The Background: Okinawa and the Vietnam War

Between 1945 and 1972, Okinawa was governed by the United States and the island served as a prime staging post for wars in Korea, Vietnam, Laos, and Cambodia. US troops were trained on Okinawa, supplies passed through its ports and airports, and the CIA ran covert operations from its base at Camp Chinen, Nanjo City.

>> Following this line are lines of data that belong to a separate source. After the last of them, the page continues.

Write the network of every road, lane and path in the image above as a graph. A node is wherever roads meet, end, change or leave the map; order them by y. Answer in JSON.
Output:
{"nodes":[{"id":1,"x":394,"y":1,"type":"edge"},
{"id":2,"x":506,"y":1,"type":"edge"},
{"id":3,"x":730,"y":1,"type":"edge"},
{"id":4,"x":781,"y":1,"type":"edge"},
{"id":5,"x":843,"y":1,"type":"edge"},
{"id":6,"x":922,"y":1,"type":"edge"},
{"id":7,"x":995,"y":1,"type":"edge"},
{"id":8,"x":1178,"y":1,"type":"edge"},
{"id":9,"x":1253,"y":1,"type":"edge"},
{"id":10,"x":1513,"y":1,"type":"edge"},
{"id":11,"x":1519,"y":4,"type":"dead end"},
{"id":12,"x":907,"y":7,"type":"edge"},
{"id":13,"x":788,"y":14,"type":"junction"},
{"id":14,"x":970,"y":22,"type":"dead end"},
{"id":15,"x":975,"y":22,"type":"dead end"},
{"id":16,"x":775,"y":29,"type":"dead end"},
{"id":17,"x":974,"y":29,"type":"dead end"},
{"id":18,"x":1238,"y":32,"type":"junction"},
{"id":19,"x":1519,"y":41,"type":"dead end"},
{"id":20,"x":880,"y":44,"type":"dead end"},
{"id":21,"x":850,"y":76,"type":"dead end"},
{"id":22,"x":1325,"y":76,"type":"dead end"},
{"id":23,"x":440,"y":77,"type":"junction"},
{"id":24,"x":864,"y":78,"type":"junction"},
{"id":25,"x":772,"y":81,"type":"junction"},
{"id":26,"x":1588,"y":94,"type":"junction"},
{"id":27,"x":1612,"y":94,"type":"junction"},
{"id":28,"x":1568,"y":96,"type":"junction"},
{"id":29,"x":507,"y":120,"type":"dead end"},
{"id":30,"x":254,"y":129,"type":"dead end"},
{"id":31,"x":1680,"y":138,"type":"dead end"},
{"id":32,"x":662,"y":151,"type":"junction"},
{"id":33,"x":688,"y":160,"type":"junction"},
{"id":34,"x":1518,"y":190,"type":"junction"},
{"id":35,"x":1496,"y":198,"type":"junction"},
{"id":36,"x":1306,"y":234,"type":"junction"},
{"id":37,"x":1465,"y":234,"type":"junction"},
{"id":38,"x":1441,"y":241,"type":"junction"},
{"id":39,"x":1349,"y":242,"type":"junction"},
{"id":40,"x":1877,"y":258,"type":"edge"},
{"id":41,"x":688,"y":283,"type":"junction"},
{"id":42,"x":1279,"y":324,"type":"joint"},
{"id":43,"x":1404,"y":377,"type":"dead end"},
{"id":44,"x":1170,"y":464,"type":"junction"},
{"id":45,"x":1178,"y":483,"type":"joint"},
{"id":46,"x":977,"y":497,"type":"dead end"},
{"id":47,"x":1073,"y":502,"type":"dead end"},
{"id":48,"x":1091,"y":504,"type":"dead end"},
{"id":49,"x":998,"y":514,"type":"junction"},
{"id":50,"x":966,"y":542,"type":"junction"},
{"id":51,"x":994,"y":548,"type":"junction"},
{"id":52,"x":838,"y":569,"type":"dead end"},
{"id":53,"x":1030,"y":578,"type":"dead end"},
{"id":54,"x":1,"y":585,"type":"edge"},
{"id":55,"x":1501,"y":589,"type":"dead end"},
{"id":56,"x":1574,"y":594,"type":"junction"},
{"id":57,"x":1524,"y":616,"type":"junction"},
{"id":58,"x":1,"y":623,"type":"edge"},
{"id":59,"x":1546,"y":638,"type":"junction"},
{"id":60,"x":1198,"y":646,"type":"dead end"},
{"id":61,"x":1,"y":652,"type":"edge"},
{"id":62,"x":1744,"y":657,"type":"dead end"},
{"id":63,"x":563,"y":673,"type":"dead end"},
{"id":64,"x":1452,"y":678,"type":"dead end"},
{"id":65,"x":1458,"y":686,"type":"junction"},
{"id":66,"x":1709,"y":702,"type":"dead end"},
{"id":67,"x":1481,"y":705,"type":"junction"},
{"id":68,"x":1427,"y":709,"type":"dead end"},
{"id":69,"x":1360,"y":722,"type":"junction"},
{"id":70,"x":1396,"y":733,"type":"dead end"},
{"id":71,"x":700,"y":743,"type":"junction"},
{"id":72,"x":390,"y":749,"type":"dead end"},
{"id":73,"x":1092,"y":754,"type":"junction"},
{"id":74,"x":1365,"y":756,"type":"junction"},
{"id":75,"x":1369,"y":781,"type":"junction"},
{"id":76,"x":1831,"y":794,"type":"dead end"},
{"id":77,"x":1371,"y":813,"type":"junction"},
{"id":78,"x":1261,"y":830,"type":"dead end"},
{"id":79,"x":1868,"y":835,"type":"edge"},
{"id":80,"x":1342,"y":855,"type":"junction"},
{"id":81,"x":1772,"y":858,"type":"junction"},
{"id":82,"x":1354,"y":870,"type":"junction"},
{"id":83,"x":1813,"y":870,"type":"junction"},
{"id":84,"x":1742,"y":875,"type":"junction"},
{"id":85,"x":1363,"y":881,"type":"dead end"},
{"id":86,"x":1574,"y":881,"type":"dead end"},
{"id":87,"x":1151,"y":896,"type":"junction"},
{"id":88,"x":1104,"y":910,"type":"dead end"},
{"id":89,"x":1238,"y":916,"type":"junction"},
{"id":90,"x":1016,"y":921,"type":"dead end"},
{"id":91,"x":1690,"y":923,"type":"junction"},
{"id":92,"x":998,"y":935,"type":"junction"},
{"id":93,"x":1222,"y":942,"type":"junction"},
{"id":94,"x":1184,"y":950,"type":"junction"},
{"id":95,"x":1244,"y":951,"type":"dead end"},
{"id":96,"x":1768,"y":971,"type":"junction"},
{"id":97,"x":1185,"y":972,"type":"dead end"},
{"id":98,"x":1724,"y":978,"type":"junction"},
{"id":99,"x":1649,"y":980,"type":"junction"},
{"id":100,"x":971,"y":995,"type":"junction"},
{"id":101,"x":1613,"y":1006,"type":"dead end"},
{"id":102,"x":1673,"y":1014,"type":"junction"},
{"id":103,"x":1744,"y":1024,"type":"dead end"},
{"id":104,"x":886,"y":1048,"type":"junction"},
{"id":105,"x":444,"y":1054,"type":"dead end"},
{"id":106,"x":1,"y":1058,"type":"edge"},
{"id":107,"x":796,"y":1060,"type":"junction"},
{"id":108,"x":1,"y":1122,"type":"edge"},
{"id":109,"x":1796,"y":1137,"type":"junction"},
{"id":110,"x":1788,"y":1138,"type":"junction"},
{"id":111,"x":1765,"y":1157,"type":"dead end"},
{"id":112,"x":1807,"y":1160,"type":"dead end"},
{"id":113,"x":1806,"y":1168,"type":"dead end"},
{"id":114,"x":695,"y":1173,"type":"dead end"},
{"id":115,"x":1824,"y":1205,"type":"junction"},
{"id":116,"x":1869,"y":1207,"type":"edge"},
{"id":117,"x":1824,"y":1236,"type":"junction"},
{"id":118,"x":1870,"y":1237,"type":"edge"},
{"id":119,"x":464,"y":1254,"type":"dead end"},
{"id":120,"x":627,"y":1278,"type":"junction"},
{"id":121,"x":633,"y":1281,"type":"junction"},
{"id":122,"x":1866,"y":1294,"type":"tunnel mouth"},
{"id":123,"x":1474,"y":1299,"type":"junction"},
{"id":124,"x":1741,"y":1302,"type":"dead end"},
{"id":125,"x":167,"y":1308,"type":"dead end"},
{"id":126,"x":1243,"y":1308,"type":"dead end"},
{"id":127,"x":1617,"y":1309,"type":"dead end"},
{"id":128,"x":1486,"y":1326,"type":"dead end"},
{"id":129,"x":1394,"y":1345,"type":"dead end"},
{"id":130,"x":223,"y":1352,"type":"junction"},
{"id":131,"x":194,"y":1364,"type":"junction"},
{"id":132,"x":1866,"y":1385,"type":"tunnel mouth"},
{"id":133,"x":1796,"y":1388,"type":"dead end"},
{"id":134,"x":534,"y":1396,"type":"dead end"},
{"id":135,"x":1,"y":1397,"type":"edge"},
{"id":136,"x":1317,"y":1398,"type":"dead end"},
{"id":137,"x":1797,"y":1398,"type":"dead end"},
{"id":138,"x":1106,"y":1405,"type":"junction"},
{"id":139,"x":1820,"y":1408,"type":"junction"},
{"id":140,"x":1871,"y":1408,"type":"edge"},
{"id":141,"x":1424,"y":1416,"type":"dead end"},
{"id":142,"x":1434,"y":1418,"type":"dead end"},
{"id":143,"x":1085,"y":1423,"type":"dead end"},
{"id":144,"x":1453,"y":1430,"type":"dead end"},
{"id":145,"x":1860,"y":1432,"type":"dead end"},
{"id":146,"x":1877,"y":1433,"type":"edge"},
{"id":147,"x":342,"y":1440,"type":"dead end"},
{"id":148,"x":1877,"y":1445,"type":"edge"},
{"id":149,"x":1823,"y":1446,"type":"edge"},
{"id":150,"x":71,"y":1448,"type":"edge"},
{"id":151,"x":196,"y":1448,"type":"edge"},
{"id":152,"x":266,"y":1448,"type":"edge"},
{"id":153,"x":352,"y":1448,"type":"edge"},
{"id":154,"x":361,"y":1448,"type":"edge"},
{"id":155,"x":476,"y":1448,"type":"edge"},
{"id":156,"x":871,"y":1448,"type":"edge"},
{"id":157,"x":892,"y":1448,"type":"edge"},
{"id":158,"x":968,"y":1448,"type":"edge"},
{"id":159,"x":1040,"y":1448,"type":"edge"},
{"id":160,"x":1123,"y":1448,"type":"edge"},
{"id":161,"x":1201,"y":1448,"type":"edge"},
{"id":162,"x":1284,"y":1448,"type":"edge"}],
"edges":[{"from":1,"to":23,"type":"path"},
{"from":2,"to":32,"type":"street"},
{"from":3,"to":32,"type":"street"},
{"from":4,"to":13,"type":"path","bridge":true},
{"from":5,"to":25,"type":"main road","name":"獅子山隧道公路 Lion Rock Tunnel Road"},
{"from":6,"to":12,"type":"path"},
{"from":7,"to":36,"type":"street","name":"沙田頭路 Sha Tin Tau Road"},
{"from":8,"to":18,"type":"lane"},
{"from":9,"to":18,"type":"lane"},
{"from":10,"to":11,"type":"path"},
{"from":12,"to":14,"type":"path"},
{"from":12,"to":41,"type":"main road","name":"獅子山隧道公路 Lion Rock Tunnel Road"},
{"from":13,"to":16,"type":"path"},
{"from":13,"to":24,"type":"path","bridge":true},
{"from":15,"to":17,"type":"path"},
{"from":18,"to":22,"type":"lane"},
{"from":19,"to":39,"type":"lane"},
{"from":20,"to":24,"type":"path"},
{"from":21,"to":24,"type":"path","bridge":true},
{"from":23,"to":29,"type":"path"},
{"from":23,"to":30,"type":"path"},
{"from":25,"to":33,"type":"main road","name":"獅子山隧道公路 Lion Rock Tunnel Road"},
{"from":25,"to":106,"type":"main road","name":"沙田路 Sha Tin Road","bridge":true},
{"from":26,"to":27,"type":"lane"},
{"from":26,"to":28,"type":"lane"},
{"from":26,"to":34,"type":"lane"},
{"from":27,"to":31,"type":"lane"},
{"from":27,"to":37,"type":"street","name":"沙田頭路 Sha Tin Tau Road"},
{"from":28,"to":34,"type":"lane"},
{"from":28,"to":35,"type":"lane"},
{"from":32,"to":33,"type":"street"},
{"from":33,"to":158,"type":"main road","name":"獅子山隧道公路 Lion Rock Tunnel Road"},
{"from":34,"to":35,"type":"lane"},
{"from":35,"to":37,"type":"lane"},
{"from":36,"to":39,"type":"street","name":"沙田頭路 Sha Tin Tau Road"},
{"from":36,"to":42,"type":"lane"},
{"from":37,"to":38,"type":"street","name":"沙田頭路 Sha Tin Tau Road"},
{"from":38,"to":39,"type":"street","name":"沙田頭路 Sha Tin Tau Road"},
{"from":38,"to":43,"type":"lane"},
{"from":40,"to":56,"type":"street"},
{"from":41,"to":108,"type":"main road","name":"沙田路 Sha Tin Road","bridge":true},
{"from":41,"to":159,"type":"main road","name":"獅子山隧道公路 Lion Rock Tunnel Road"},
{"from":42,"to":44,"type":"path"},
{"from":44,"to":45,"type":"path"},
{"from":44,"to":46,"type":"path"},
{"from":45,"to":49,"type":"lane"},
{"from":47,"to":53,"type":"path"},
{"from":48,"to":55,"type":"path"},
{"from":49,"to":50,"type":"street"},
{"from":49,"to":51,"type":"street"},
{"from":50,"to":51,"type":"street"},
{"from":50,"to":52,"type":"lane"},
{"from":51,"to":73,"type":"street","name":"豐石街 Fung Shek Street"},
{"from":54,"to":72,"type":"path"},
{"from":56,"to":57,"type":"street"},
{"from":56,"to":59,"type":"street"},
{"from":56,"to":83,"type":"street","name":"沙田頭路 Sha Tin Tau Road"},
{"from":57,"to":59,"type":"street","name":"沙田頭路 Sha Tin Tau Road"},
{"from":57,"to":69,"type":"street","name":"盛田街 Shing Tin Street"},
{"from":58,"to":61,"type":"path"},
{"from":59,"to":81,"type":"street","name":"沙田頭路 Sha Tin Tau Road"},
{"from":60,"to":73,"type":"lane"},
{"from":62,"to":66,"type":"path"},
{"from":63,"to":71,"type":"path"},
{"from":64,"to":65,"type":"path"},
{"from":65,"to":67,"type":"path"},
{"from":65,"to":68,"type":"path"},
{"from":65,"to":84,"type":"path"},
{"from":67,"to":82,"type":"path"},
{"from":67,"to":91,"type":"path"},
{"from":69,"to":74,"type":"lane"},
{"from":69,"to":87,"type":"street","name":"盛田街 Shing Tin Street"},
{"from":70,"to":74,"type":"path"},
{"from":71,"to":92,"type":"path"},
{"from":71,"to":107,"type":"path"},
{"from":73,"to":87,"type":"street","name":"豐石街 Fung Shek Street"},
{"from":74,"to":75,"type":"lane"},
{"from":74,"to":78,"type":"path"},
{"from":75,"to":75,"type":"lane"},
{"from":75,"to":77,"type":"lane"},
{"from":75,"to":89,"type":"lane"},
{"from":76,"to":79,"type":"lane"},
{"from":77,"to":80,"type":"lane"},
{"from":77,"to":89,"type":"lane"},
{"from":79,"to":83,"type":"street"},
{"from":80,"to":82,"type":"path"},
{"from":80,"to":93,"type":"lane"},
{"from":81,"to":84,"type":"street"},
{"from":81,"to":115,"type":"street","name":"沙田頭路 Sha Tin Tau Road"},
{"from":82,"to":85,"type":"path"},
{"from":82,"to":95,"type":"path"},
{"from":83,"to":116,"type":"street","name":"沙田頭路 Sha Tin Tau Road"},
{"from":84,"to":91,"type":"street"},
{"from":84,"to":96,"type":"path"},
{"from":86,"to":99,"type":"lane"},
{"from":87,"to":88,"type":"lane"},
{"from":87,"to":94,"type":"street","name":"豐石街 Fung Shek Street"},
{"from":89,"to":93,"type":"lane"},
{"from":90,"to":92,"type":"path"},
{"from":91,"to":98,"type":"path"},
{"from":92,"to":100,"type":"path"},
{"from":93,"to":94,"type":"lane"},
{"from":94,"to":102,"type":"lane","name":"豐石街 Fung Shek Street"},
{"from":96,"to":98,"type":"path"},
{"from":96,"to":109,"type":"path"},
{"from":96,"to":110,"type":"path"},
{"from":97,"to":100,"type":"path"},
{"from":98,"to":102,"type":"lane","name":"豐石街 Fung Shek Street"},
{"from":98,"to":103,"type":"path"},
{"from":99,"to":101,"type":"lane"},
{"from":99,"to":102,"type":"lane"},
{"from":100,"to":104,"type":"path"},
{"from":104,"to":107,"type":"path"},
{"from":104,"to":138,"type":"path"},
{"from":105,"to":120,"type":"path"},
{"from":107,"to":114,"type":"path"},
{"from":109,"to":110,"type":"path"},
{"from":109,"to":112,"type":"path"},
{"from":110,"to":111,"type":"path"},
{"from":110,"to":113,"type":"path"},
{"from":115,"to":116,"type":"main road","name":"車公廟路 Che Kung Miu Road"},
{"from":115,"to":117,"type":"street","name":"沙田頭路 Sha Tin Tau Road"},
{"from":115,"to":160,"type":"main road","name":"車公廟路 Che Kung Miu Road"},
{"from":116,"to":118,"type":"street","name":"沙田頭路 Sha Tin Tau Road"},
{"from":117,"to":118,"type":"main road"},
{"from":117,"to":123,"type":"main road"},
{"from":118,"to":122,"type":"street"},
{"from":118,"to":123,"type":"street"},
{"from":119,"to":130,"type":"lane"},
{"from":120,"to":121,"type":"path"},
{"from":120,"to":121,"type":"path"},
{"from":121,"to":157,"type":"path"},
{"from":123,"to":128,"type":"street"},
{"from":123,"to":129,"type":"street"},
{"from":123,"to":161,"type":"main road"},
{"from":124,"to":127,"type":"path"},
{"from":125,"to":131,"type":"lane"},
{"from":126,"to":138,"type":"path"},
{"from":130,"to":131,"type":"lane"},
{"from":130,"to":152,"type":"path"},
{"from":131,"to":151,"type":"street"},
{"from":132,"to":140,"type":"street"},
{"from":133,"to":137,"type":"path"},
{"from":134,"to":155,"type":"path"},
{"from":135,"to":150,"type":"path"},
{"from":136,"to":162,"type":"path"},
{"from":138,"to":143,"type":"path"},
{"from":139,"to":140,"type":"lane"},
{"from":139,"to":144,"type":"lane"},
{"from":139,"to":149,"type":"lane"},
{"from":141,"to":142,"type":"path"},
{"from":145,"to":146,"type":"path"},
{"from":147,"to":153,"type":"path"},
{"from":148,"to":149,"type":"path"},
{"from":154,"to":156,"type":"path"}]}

The island was so important to the US military that, in 1965, the top of US Pacific Command, Admiral Ulysses S. Grant Sharp, said, “Without Okinawa, we couldn’t continue fighting the Vietnam war.”

Such intense usage of the island impacted those who lived there in countless ways. The environment was damaged by live-fire exercises, and spills of oil and fuel. Service members were sickened by exposure to toxic substances, including a leak of nerve agent in 1969. Residents were killed in aircraft crashes, hit-and-runs and murders for which the military perpetrators often evaded punishment because they could not be tried in Okinawan courts.

Largely unrecognized until now, though, has been the island’s role in the global drugs trade: The Okinawa System.

“The Okinawa System” – US government reports reveal island was key conduit for drug smuggling in early 1970s

Prior to the 1972 Reversion of Okinawa, the island was a major route for heroin smuggling in operations dubbed by US lawmakers “The Okinawa System.” Americans and Okinawans were involved in the trade, and other drugs, such as marijuana and LSD, were also readily available on the island. The revelations are contained in US government reports recently reviewed by The Okinawa Times. 

This excerpt from “The World Heroin Problem” (1971) describes the Okinawa System whereby current and ex-military members "allied with a few Okinawans" smuggled heroin from Thailand via the island to the United States.
This excerpt from “The World Heroin Problem” (1971) describes the Okinawa System whereby current and ex-military members "allied with a few Okinawans" smuggled heroin from Thailand via the island to the United States.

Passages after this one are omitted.